Book School smart and Mother wise

Download or read book School smart and Mother wise written by Wendy Luttrell and published by Routledge. This book was released on 2016-02-04 with total page 181 pages. Available in PDF, EPUB and Kindle. Book excerpt: School-smart and Mother-wise illustrates how and why American education disadvantages working-class women when they are children and adults. In it we hear working-class women--black and white, rural and urban, southern and northern--recount their childhood experiences, describing the circumstances that led them to drop out of school. Now enrolled in adult education programs, they seek more than a diploma: respect, recognition, and a public identity. Drawing upon the life stories of these women, Wendy Luttrell sensitively describes and analyzes the politics and psychodynamics that shape working-class life, schooling, and identity. She examines the paradox of women's education, particularly the relationship between schooling and mothering, and offers practical suggestions for school reform.

Book Mother Scholar

    Book Details:
  • Author : Yvette V. Lapayese
  • Publisher : Springer Science & Business Media
  • Release : 2012-10-21
  • ISBN : 9460918913
  • Pages : 74 pages

Download or read book Mother Scholar written by Yvette V. Lapayese and published by Springer Science & Business Media. This book was released on 2012-10-21 with total page 74 pages. Available in PDF, EPUB and Kindle. Book excerpt: Mother-Scholar presents another way of knowing. The book illuminates the narratives of prominent mother-scholars in the discipline of education who are determined to (re)imagine a different educational space not only for their own children, but for all children. Today’s schools are male-centered institutions in which standardized testing, rational mind, and emotionless space prevent children from realizing their full potential as creative, intelligent and soulful beings. Mother-scholars in the discipline of education assert that when motherhood and intellect confront and inform each other, a new thinking emerges to capture the possibility of humanizing education beyond the private relationships between mothers and children.

Book Unequal Family Lives

Download or read book Unequal Family Lives written by Naomi R. Cahn and published by Cambridge University Press. This book was released on 2018-08-02 with total page 349 pages. Available in PDF, EPUB and Kindle. Book excerpt: This volume explores the causes and consequences of family inequality in the United States, Europe, and Latin America.

Book World Class

    Book Details:
  • Author : Teru Clavel
  • Publisher : Atria Books
  • Release : 2020-10-06
  • ISBN : 1501192981
  • Pages : 368 pages

Download or read book World Class written by Teru Clavel and published by Atria Books.
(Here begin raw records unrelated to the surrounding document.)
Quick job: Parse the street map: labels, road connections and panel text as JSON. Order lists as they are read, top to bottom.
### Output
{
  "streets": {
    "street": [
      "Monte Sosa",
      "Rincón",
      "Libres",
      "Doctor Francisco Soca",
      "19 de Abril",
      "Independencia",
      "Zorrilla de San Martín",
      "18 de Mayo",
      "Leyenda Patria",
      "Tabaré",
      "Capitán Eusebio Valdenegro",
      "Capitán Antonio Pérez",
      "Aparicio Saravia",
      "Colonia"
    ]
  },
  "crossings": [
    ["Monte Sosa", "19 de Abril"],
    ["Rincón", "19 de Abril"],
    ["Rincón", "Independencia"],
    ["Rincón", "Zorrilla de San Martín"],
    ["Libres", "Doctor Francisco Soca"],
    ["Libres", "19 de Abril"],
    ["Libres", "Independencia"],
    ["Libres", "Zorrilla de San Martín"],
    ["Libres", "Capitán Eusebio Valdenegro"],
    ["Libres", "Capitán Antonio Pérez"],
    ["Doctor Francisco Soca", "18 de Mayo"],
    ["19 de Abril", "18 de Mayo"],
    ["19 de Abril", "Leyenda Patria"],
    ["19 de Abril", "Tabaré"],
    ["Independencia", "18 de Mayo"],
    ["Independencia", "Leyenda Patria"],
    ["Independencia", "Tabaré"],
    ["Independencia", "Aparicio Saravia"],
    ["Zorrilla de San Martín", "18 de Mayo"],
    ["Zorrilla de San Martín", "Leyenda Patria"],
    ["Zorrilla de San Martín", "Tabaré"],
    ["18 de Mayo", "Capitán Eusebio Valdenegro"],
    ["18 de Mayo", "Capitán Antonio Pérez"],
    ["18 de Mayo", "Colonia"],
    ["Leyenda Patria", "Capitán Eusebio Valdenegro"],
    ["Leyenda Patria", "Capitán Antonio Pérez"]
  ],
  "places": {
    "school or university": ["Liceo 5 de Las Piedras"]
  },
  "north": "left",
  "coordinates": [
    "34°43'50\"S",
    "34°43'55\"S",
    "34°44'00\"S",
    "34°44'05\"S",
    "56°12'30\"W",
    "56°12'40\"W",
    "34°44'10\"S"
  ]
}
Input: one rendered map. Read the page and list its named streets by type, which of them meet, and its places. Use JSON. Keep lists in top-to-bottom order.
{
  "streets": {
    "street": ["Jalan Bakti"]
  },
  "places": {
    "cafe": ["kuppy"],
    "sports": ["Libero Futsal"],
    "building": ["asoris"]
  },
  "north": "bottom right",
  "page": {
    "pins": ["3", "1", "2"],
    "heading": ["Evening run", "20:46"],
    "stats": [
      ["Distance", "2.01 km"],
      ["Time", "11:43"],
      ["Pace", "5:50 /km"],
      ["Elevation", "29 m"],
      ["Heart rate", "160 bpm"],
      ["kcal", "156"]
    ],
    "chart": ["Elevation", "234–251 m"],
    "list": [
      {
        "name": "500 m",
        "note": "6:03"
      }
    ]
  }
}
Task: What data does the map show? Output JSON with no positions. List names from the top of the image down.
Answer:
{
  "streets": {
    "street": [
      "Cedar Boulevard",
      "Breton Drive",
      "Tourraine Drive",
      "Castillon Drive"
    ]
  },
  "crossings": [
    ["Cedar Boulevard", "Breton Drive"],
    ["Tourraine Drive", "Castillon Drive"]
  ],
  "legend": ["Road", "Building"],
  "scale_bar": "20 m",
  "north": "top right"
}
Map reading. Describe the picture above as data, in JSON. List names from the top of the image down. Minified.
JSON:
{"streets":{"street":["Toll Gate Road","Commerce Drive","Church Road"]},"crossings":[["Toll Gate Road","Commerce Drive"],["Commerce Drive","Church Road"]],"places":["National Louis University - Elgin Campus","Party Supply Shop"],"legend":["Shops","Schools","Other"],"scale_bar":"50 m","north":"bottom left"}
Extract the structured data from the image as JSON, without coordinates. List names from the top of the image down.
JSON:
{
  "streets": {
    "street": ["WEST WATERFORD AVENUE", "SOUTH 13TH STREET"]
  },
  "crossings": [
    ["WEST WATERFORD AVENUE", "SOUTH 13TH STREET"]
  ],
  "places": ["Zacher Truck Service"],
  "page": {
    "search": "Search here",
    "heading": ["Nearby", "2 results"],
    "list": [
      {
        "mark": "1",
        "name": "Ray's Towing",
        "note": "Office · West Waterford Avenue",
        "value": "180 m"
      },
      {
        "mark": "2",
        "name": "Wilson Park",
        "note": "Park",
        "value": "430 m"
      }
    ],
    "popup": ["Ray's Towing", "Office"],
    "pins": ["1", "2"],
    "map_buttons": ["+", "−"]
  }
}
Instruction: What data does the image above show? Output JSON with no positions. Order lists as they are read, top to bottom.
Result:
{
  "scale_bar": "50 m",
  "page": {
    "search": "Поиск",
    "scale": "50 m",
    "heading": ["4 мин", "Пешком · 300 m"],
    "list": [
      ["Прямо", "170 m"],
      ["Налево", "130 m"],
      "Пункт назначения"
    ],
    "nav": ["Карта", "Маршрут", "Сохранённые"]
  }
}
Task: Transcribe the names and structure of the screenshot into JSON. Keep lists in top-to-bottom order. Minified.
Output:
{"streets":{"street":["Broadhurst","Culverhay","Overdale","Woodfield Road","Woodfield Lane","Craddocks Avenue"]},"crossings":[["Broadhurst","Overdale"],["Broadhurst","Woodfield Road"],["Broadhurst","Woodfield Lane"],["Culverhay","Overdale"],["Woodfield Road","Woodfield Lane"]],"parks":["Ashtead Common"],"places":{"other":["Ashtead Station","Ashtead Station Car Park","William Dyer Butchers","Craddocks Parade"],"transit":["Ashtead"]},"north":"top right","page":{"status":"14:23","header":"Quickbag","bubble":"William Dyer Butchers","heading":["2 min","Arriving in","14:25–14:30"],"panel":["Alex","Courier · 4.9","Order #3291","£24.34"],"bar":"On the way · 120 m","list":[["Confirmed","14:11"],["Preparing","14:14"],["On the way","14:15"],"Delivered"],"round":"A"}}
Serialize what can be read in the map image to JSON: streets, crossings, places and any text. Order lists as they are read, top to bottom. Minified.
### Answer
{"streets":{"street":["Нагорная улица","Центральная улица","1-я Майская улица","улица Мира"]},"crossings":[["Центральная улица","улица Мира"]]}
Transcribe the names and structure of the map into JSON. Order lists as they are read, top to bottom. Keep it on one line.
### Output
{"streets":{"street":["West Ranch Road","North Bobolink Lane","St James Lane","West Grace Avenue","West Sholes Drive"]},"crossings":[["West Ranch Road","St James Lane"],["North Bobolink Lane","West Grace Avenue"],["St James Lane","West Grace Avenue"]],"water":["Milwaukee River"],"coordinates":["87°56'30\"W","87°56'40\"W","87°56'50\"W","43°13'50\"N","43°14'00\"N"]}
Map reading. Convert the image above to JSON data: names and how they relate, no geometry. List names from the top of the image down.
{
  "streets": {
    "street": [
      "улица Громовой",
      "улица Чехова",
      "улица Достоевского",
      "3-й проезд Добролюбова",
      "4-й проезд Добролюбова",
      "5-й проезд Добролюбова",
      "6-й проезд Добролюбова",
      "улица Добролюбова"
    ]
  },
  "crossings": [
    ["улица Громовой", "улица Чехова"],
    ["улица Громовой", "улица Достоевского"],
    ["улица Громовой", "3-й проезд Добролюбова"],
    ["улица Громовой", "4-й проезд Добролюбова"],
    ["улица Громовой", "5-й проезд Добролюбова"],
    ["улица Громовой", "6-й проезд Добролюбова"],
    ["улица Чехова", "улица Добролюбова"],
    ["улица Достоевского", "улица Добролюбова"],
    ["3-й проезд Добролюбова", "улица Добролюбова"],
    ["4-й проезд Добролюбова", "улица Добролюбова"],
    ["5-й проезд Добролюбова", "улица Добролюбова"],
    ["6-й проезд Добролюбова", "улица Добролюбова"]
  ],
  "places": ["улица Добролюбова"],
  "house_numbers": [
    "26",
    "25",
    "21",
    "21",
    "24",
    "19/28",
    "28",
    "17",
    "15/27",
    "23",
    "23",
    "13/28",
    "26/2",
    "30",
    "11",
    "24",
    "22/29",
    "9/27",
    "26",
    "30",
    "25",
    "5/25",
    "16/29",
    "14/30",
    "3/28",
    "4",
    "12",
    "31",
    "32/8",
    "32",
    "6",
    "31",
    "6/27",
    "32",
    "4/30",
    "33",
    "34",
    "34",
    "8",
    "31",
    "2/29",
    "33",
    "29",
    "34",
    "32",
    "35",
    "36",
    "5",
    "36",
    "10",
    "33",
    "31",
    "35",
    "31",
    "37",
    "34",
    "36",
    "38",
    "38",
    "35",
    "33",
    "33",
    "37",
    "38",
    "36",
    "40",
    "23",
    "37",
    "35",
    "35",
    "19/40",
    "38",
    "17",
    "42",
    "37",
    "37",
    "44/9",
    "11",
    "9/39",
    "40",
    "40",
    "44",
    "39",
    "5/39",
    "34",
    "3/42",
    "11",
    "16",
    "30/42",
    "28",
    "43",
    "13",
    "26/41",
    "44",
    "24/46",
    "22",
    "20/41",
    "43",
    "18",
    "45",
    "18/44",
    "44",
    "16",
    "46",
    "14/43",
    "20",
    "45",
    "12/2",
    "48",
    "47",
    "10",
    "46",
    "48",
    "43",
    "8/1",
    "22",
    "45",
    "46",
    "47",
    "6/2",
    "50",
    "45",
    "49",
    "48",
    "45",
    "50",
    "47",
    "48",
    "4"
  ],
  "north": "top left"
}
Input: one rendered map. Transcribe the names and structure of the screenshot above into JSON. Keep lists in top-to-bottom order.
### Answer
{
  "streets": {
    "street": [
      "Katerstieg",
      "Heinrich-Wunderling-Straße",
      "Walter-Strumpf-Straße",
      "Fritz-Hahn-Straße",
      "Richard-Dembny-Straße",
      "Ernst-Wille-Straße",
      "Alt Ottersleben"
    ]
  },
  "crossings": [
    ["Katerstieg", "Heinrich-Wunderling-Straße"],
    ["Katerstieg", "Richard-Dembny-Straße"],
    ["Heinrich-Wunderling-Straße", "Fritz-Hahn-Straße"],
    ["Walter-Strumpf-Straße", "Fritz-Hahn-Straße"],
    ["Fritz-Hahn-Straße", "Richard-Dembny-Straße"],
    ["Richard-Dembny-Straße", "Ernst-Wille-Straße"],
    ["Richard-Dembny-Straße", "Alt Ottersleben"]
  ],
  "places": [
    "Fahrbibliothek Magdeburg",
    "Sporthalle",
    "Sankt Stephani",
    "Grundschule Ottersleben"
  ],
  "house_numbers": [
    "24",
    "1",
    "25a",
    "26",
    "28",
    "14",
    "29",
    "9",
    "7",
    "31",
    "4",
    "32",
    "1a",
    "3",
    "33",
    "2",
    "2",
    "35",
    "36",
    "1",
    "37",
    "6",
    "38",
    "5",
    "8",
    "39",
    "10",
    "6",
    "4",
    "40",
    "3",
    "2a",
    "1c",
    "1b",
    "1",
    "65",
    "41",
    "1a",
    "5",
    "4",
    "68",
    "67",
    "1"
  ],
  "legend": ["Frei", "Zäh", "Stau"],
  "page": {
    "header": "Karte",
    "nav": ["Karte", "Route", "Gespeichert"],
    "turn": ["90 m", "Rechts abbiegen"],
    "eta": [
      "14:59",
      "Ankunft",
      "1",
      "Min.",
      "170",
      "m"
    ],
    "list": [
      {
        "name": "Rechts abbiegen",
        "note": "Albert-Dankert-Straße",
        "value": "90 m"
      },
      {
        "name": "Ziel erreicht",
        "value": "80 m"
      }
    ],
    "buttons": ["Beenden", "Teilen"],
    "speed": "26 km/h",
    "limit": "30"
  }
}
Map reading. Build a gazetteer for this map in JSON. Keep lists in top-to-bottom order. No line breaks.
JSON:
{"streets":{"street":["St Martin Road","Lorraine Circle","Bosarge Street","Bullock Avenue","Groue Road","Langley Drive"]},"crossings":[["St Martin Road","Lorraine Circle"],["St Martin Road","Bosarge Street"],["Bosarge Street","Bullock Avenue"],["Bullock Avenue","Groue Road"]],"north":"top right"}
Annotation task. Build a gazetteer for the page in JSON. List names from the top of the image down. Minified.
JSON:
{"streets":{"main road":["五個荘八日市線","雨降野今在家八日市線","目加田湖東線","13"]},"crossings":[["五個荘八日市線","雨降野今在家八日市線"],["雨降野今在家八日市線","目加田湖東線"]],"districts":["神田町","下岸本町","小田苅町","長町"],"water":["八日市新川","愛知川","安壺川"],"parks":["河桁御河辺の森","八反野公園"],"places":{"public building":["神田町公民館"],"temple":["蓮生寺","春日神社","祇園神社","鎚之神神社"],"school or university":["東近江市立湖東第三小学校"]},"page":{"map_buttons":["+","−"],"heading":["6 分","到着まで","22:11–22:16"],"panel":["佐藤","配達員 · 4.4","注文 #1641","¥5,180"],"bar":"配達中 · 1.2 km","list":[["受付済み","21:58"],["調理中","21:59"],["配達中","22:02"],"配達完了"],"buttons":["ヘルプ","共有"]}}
This book was released on 2020-10-06 with total page 368 pages. Available in PDF, EPUB and Kindle. Book excerpt: “An upbeat chronicle of [Clavel’s] children’s school experiences in Hong Kong, Shanghai, and Tokyo…[offering] advice about vetting schools and enriching children’s education.” —Kirkus Reviews “An intriguing volume on the differences in global education.” —Library Journal A must-read firsthand exploration of why Asian students are outpacing their American counterparts and how to help our children excel in today’s competitive world. When Teru Clavel had young children, she watched her friends and fellow parents vie for spots in elite New York City schools. Instead of losing herself in the intensive applications and interview process, Teru and her family moved to Asia, embarking on a decade-long journey through the public schools of Hong Kong, Shanghai, and Tokyo. These schools were low-tech and bare-bones, with teachers who demanded obedience and order. In Hong Kong, her children’s school was nicknamed The Prison for its foreboding facilities, yet her three-year-old loved his teachers and his nightly homework. In Tokyo, the students were responsible for school chores, like preparing and serving school lunches. Yet Teru was amazed to discover that her children thrived in these academically competitive cultures; they learned to be independent, self-confident, resilient, and, above all, they developed a deep love of learning. When the family returned to the States, the true culture shock came when the top schools could no longer keep up with her children. Written with warmth and humor, World Class is a compelling story about how to inspire children to thrive academically. “Studded with lists of useful tips about choosing schools and hiring tutors, for parents who must advocate for their children and supplement gaps in their educations” (Publishers Weekly) and an insightful guide to set your children on a path towards lifelong success.

Book Protecting the Promise

    Book Details:
  • Author : Timothy San Pedro
  • Publisher : Teachers College Press
  • Release : 2021
  • ISBN : 0807779393
  • Pages : 241 pages

Download or read book Protecting the Promise written by Timothy San Pedro and published by Teachers College Press. This book was released on 2021 with total page 241 pages. Available in PDF, EPUB and Kindle. Book excerpt: Protecting the Promise is the first book in the Culturally Sustaining Pedagogies Series edited by Django Paris. It features a collection of short stories told in collaboration with five Native families that speak to the everyday aspects of Indigenous educational resurgence rooted in the intergenerational learning that occurs between mothers and their children. The author defines “resurgence” as the ongoing actions that recenter Indigenous realities and knowledges, while simultaneously denouncing and healing from the damaging effects of settler colonial systems. By illuminating the potential of such educational resurgence, the book counters deficit paradigms too often placed on Indigenous communities. It also demonstrates the need to include Indigenous Knowledges within the curriculum for both in-school and out-of-school settings. These engaging narratives reframe Indigenous parents as critical and compassionate educators, cultural brokers, and storytellers who are central partners in the education of their children. Book Features: A window into how and why Indigenous resurgence through (and sometimes in resistance to) education can happen.A narrative style of writing that builds accessible stories that are both relatable and connected to larger social issues.An interdisciplinary approach that has implications for pre- and in-service teachers and school administrators, as well as for the communities from which these stories originated.A teacher-friendly Afterword that offers lesson ideas for the classroom and companion questions to the short stories.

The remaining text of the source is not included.